Peg Leg Stage Robberies

by Clay Coppedge

When frontier Texas humorist Alex Sweet wrote of stagecoach robberies in the state he might have had in mind the coaches leaving the Peg Leg Station on the San Saba River in Menard County in the late 1870s. Getting robbed on the Peg Leg coach was common, even expected.

"At one time, the traveling public became so accustomed to going through the usual ceremonies that they complained to the stage companies if they came through unmolested," Sweet wrote. "Being robbed came to be regarded as a vested right."
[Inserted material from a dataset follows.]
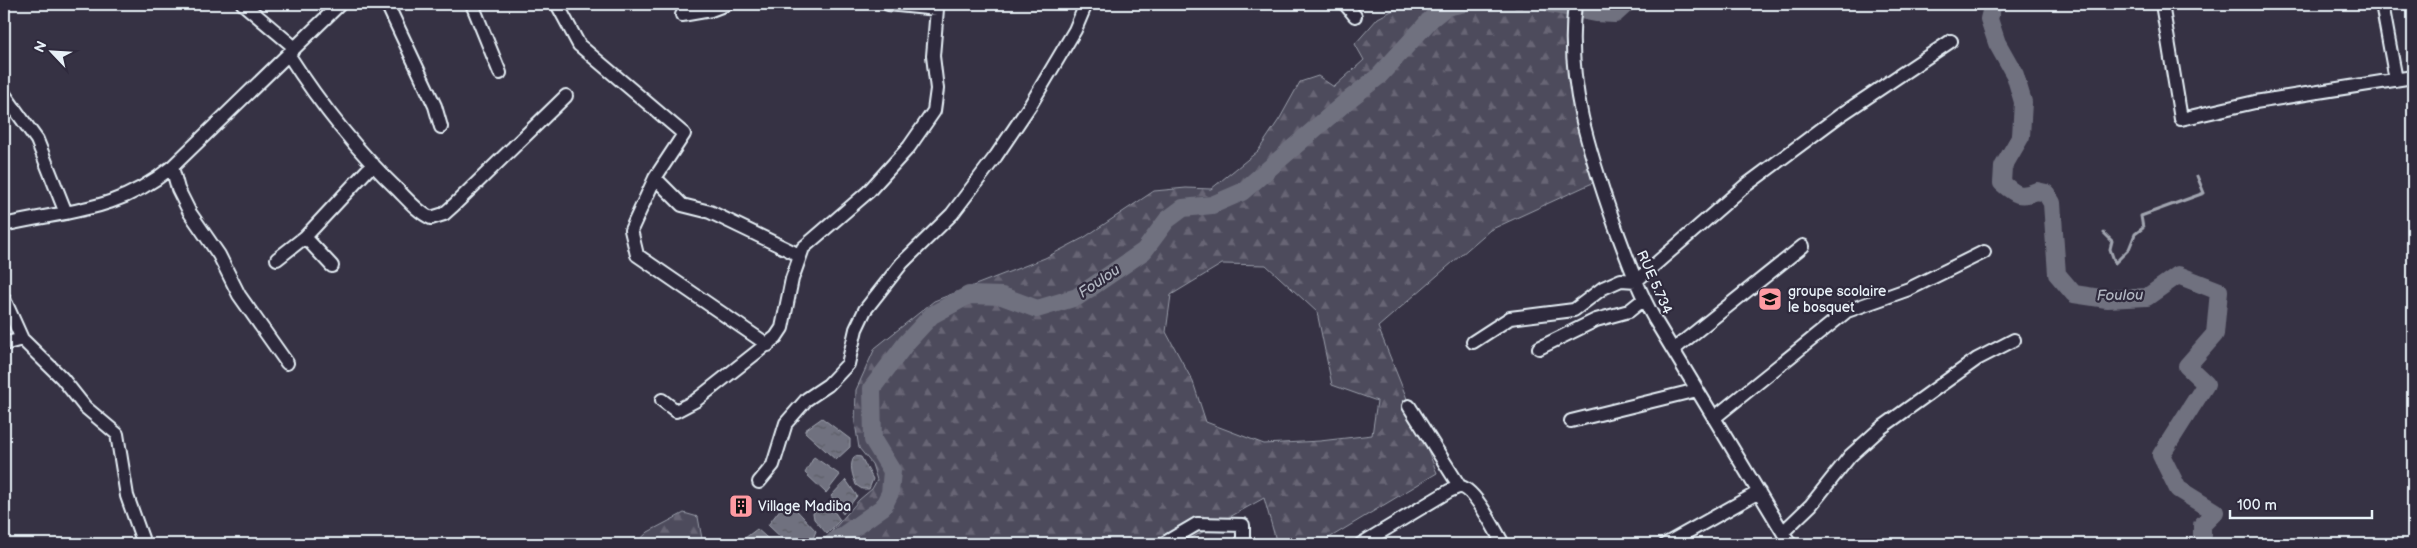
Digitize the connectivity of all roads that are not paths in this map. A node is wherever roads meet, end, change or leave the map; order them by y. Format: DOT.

Peg Leg crossing on the San Saba River had been used for centuries, first by area tribes and by the Spanish during the colonial period. Early settlers in the area had to confront not only a country where all the rainfall soaked into the limestone underlying the land, leaving the surface dry and rugged, but they also had to deal with Comanches raiding from the north and Kickapoo from the south. A steep hill a mile west of the station made stagecoaches an easy target for robbers, who simply vanished back into the rough country whence they came. The identity of the robbers baffled detectives, sheriffs and rangers for years.

One clue was the presence of tiny footprints at the crime scenes. Investigators suspected a woman from Fort McKavett or Fort Concho was tied up in all this, but all they knew for sure was that the stage kept getting robbed and one of the robbers had tiny feet.
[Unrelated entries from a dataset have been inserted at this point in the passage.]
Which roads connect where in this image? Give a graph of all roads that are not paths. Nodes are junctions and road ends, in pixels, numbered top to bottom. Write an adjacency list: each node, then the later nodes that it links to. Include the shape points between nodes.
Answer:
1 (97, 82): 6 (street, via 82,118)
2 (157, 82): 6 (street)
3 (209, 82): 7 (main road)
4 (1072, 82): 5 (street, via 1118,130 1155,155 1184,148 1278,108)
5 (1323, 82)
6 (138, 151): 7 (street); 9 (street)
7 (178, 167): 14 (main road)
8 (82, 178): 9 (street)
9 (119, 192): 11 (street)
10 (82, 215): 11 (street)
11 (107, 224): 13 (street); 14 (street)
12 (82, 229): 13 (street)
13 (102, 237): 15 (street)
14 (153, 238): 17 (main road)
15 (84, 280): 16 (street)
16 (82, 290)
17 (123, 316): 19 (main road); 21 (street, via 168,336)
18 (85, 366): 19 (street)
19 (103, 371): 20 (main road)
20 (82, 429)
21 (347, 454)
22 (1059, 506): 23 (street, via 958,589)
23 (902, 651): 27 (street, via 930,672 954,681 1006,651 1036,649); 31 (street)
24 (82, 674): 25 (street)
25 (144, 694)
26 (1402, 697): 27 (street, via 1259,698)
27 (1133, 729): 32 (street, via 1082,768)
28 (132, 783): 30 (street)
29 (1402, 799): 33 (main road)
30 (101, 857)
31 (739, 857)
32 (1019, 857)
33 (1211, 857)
The first break in the case came when a ranger sergeant named Charles Nevill captured Bill Allison (sometimes spelled Alison), son of Jimmie Dublin and father of the outlaw Dick Dublin. Allison, wanted on several charges of cattle theft, was sent to languish in the Travis County jail in Austin for more than a year. That was long enough for him to grow despondent, discouraged and disloyal to his former partners in crime. One day he called out from his cell to ranger Jim Gillett, "People who ought to be my friend have evidently abandoned me and I am not going to stand it any longer. I can put the Peg Leg stage robbers behind the bars, and I am going to do it."

Armed with Allison's information, rangers arrested Dole and Dell Dublin, Mack Potter and Rube Boyce. The former three were tried and convicted but Boyce escaped. His wife visited the jail with some clean underwear for him and also managed to smuggle in a Colt .45 revolver. Boyce used the gun to persuade the jailer to switch places with him, mounted a pony that had been prepared for him and away he did ride, guns blazing.
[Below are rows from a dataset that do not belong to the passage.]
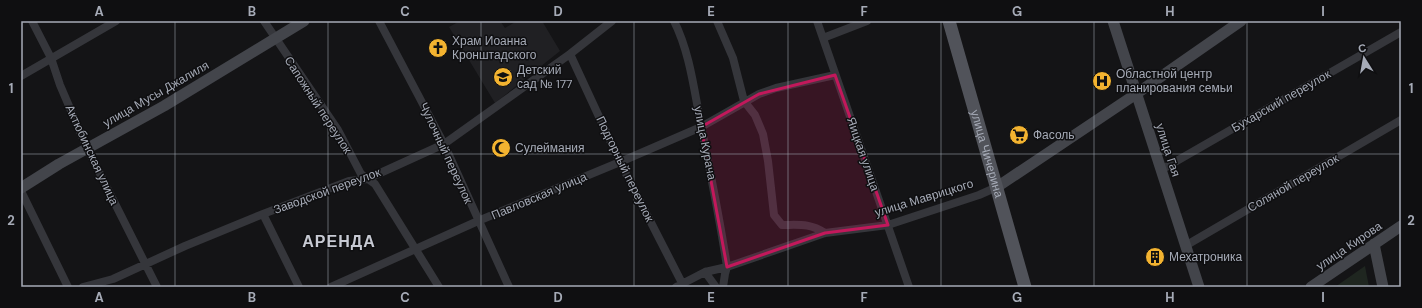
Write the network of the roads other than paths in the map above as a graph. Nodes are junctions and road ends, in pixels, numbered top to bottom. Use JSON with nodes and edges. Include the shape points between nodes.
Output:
{"nodes":[{"id":1,"x":32,"y":21,"type":"edge"},
{"id":2,"x":116,"y":21,"type":"edge"},
{"id":3,"x":264,"y":21,"type":"edge"},
{"id":4,"x":304,"y":21,"type":"edge"},
{"id":5,"x":379,"y":21,"type":"edge"},
{"id":6,"x":612,"y":21,"type":"edge"},
{"id":7,"x":674,"y":21,"type":"edge"},
{"id":8,"x":717,"y":21,"type":"edge"},
{"id":9,"x":817,"y":21,"type":"edge"},
{"id":10,"x":867,"y":21,"type":"edge"},
{"id":11,"x":950,"y":21,"type":"edge"},
{"id":12,"x":1113,"y":21,"type":"edge"},
{"id":13,"x":1241,"y":21,"type":"edge"},
{"id":14,"x":1401,"y":32,"type":"edge"},
{"id":15,"x":275,"y":38,"type":"junction"},
{"id":16,"x":823,"y":38,"type":"junction"},
{"id":17,"x":570,"y":54,"type":"junction"},
{"id":18,"x":51,"y":58,"type":"junction"},
{"id":19,"x":835,"y":75,"type":"junction"},
{"id":20,"x":21,"y":76,"type":"edge"},
{"id":21,"x":1136,"y":94,"type":"junction"},
{"id":22,"x":744,"y":101,"type":"junction"},
{"id":23,"x":1401,"y":120,"type":"edge"},
{"id":24,"x":701,"y":127,"type":"junction"},
{"id":25,"x":444,"y":144,"type":"junction"},
{"id":26,"x":88,"y":148,"type":"junction"},
{"id":27,"x":620,"y":162,"type":"junction"},
{"id":28,"x":1160,"y":170,"type":"junction"},
{"id":29,"x":364,"y":176,"type":"junction"},
{"id":30,"x":997,"y":187,"type":"junction"},
{"id":31,"x":21,"y":188,"type":"edge"},
{"id":32,"x":21,"y":191,"type":"edge"},
{"id":33,"x":263,"y":214,"type":"junction"},
{"id":34,"x":478,"y":221,"type":"junction"},
{"id":35,"x":888,"y":225,"type":"junction"},
{"id":36,"x":1401,"y":226,"type":"edge"},
{"id":37,"x":825,"y":233,"type":"junction"},
{"id":38,"x":1374,"y":244,"type":"junction"},
{"id":39,"x":1185,"y":246,"type":"junction"},
{"id":40,"x":416,"y":249,"type":"junction"},
{"id":41,"x":146,"y":265,"type":"junction"},
{"id":42,"x":727,"y":267,"type":"junction"},
{"id":43,"x":705,"y":272,"type":"junction"},
{"id":44,"x":679,"y":285,"type":"edge"},
{"id":45,"x":68,"y":287,"type":"edge"},
{"id":46,"x":83,"y":287,"type":"edge"},
{"id":47,"x":157,"y":287,"type":"edge"},
{"id":48,"x":299,"y":287,"type":"edge"},
{"id":49,"x":331,"y":287,"type":"edge"},
{"id":50,"x":439,"y":287,"type":"edge"},
{"id":51,"x":508,"y":287,"type":"edge"},
{"id":52,"x":716,"y":287,"type":"edge"},
{"id":53,"x":723,"y":287,"type":"edge"},
{"id":54,"x":909,"y":287,"type":"edge"},
{"id":55,"x":1025,"y":287,"type":"edge"},
{"id":56,"x":1199,"y":287,"type":"edge"},
{"id":57,"x":1311,"y":287,"type":"edge"},
{"id":58,"x":1383,"y":287,"type":"edge"}],
"edges":[{"from":1,"to":18,"type":"street","name":"Актюбинская улица"},
{"from":2,"to":18,"type":"street"},
{"from":3,"to":15,"type":"street","name":"Сапожный переулок"},
{"from":4,"to":15,"type":"street","name":"улица Мусы Джалиля"},
{"from":5,"to":25,"type":"street","name":"Чулочный переулок"},
{"from":6,"to":17,"type":"street","name":"Заводской переулок"},
{"from":7,"to":24,"type":"street","name":"улица Курача","via":[[689,64]]},
{"from":8,"to":22,"type":"street","via":[[733,58]]},
{"from":9,"to":16,"type":"street","name":"Яицкая улица"},
{"from":10,"to":16,"type":"street"},
{"from":11,"to":30,"type":"main road","name":"улица Чичерина"},
{"from":12,"to":21,"type":"street","name":"улица Гая"},
{"from":13,"to":21,"type":"street","name":"улица Маврицкого"},
{"from":14,"to":28,"type":"street","name":"Бухарский переулок"},
{"from":15,"to":26,"type":"street","name":"улица Мусы Джалиля","via":[[164,106]]},
{"from":15,"to":29,"type":"street","name":"Сапожный переулок","via":[[338,130]]},
{"from":16,"to":19,"type":"street","name":"Яицкая улица"},
{"from":17,"to":25,"type":"street","name":"Заводской переулок"},
{"from":17,"to":27,"type":"street","name":"Подгорный переулок"},
{"from":18,"to":20,"type":"street"},
{"from":18,"to":26,"type":"street","name":"Актюбинская улица"},
{"from":19,"to":22,"type":"street","name":"Павловская улица","via":[[776,88]]},
{"from":19,"to":35,"type":"street","name":"Яицкая улица"},
{"from":21,"to":28,"type":"street","name":"улица Гая"},
{"from":21,"to":30,"type":"street","name":"улица Маврицкого"},
{"from":22,"to":24,"type":"street","name":"Павловская улица"},
{"from":22,"to":37,"type":"street","via":[[755,115],[763,134],[774,215],[777,220],[782,225],[815,227]]},
{"from":23,"to":39,"type":"street","name":"Соляной переулок"},
{"from":24,"to":27,"type":"street","name":"Павловская улица"},
{"from":24,"to":42,"type":"street","name":"улица Курача","via":[[720,216]]},
{"from":25,"to":29,"type":"street","name":"Заводской переулок"},
{"from":25,"to":34,"type":"street","name":"Чулочный переулок"},
{"from":26,"to":31,"type":"street","name":"улица Мусы Джалиля"},
{"from":26,"to":41,"type":"street","name":"Актюбинская улица"},
{"from":27,"to":34,"type":"street","name":"Павловская улица"},
{"from":27,"to":44,"type":"street","name":"Подгорный переулок"},
{"from":28,"to":39,"type":"street","name":"улица Гая"},
{"from":29,"to":33,"type":"street","name":"Заводской переулок"},
{"from":29,"to":40,"type":"street","name":"Сапожный переулок","via":[[375,184]]},
{"from":30,"to":35,"type":"street","name":"улица Маврицкого"},
{"from":30,"to":55,"type":"main road","name":"улица Чичерина"},
{"from":32,"to":45,"type":"street"},
{"from":33,"to":41,"type":"street","name":"Заводской переулок"},
{"from":33,"to":48,"type":"street"},
{"from":34,"to":40,"type":"street","name":"Павловская улица"},
{"from":34,"to":51,"type":"street","name":"Чулочный переулок"},
{"from":35,"to":37,"type":"street","name":"улица Маврицкого"},
{"from":35,"to":54,"type":"street","name":"Яицкая улица"},
{"from":36,"to":38,"type":"street","name":"улица Кирова"},
{"from":37,"to":42,"type":"street","name":"улица Маврицкого"},
{"from":38,"to":57,"type":"street","name":"улица Кирова"},
{"from":38,"to":58,"type":"street"},
{"from":39,"to":56,"type":"street","name":"улица Гая"},
{"from":40,"to":49,"type":"street","name":"Павловская улица"},
{"from":40,"to":50,"type":"street","name":"Сапожный переулок"},
{"from":41,"to":46,"type":"street","name":"Заводской переулок","via":[[113,279]]},
{"from":41,"to":47,"type":"street","name":"Актюбинская улица"},
{"from":42,"to":43,"type":"street","name":"улица Маврицкого"},
{"from":42,"to":53,"type":"street","name":"улица Курача"},
{"from":43,"to":44,"type":"street","name":"улица Маврицкого"},
{"from":43,"to":52,"type":"street"}]}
Boyce was arrested a few years later in New Mexico and returned to Austin to stand trial for the Peg Leg robberies. He was acquitted, which was probably the right decision. Alison told Gillett that Boyce had nothing to do with the robberies, anyway. The Dublin boys and Mack Potter were the real robbers. Potter, it turned out, had tiny feet.
© Clay Coppedge
"Letters from Central Texas" February 2 , 2019 column

Clay Coppedge's "Letters from Central Texas"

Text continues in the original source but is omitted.